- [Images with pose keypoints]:
▶
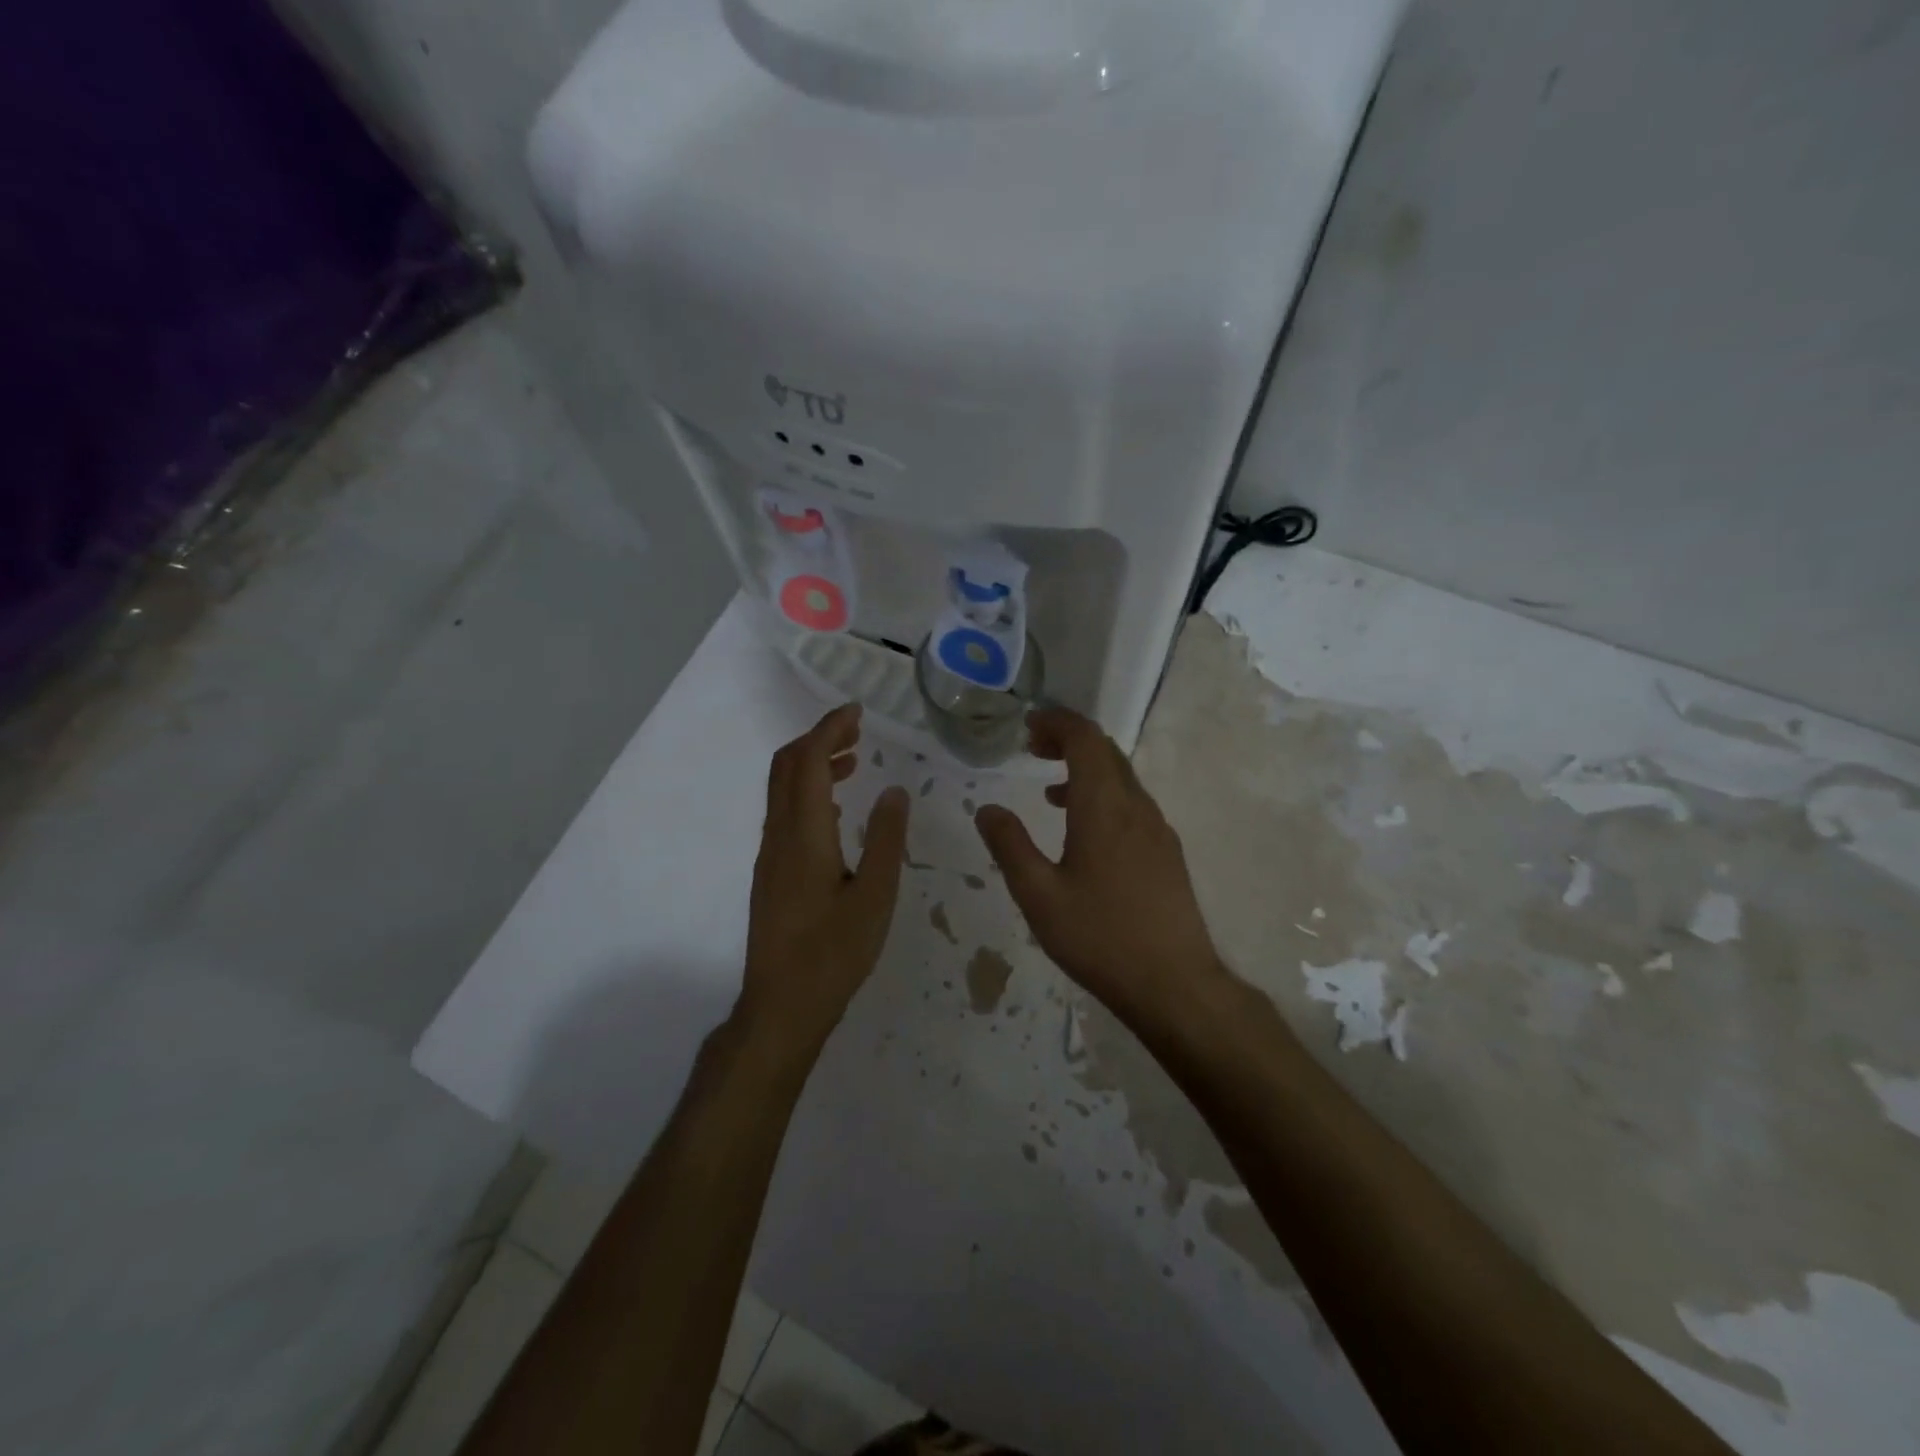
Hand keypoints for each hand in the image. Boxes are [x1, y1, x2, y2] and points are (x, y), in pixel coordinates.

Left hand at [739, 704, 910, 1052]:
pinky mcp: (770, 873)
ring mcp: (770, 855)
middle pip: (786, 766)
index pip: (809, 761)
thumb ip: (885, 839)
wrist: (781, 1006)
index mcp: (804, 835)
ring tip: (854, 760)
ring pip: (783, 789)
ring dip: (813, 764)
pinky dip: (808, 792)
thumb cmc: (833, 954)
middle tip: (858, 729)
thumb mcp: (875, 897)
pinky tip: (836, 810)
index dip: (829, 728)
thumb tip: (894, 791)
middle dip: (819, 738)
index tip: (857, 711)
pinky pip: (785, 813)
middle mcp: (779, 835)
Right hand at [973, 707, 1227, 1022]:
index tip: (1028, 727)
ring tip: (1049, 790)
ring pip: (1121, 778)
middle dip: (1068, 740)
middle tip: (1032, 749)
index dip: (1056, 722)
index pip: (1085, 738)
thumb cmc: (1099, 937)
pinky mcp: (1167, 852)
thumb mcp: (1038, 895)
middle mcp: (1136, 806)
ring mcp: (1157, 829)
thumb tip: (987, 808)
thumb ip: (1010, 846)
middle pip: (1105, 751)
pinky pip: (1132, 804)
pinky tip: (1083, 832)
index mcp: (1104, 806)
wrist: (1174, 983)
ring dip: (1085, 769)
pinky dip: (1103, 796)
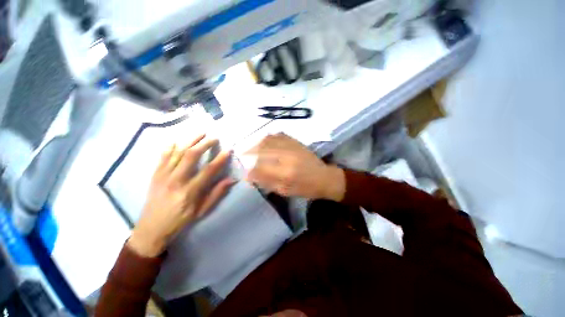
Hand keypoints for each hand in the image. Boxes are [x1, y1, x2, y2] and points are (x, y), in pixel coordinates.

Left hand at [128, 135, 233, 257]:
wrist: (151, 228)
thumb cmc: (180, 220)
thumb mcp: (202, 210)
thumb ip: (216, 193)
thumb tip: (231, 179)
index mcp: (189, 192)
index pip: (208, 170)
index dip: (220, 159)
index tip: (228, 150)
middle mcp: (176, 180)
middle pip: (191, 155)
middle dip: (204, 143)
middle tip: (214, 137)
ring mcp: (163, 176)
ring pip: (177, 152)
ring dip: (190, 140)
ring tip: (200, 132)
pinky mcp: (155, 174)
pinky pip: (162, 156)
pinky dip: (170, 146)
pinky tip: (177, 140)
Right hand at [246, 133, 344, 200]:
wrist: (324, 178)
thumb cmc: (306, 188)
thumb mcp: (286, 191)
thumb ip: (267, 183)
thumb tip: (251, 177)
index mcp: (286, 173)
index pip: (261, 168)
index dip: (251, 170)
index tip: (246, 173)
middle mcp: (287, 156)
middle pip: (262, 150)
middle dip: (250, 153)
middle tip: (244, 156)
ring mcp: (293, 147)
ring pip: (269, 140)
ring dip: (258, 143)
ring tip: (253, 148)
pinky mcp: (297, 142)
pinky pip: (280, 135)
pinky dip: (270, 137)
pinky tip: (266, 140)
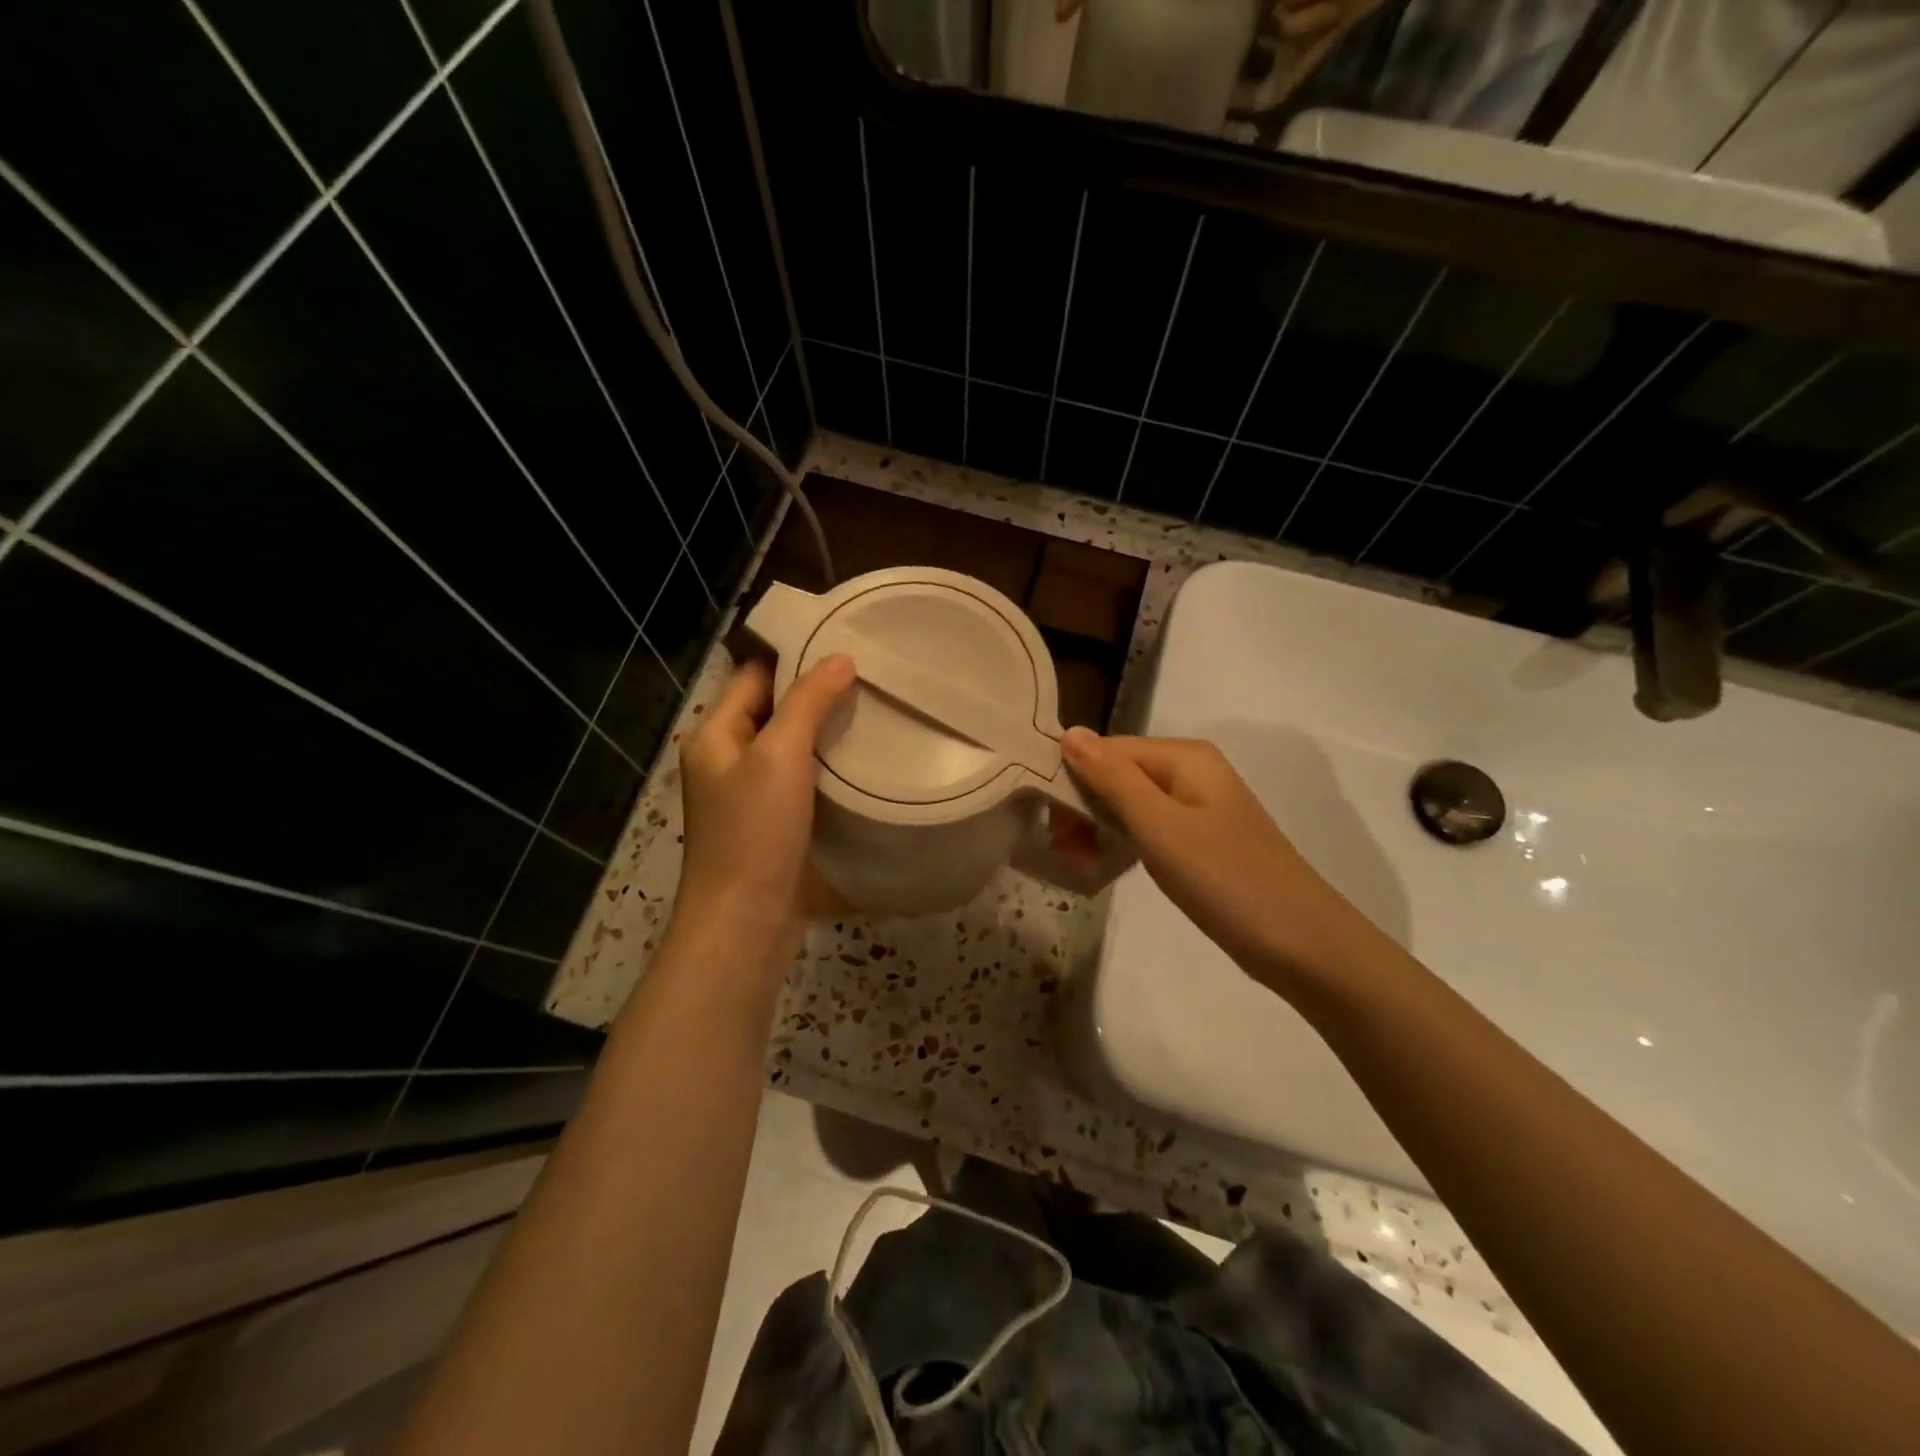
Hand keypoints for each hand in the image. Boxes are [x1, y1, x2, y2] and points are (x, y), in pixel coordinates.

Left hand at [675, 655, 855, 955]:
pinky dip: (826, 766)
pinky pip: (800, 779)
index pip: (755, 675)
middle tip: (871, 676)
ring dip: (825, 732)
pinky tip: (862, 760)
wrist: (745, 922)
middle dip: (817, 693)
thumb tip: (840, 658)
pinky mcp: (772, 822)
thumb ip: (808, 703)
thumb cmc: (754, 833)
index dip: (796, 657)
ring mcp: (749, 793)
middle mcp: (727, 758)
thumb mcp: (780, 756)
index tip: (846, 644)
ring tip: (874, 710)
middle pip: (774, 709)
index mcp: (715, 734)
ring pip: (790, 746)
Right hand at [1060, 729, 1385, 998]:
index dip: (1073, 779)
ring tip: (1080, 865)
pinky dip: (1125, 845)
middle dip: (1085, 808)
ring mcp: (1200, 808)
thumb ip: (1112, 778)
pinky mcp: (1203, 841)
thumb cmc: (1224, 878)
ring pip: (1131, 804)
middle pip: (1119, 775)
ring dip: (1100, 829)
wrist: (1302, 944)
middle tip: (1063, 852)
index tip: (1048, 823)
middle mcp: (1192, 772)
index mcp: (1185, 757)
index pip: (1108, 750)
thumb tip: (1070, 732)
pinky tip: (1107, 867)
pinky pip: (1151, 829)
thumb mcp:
◀
- [Exercise goal]: Go through the data above and print exactly the lines from its first line through the line holding "pinky dip: (1103, 796)", both included, leaving pictures aside.

- [Written reply]:
Hand keypoints for each hand in the image. Boxes are [x1, y1, x2, y2] and points are (x, y), in pixel coordinates.

Left hand at [739, 704, 910, 1052]:
pinky mcp: (770, 873)
ring mcp: (770, 855)
middle pip: (786, 766)
index pip: (809, 761)
thumb ip: (885, 839)
wrist: (781, 1006)
index mcp: (804, 835)
ring tip: (854, 760)
ring pip: (783, 789)
ring dip: (813, 764)
pinky dip: (808, 792)
thumb cmc: (833, 954)
middle tip: (858, 729)
thumb mcp: (875, 897)
pinky tip: (836, 810)
index dip: (829, 728)
thumb tip: (894, 791)
middle dip: (819, 738)
index tip: (857, 711)
pinky pip: (785, 813)
middle mcp: (779, 835)
Right hand at [973, 707, 1227, 1022]:
index tip: (1028, 727)
ring tip: (1049, 790)
ring pip: (1121, 778)
middle dip: (1068, 740)
middle tip: (1032, 749)
index dip: (1056, 722)
index pip: (1085, 738)
thumb cmc: (1099, 937)
pinky mcp: (1167, 852)
thumb mcp: (1038, 895)
middle mcp: (1136, 806)
ring mcp: (1157, 829)
thumb tip: (987, 808)
thumb ip: (1010, 846)
middle pip: (1105, 751)
pinky pip: (1132, 804)
pinky tip: (1083, 832)
index mcp: (1104, 806)
wrist: (1174, 983)
ring dip: (1085, 769)
pinky dip: (1103, 796)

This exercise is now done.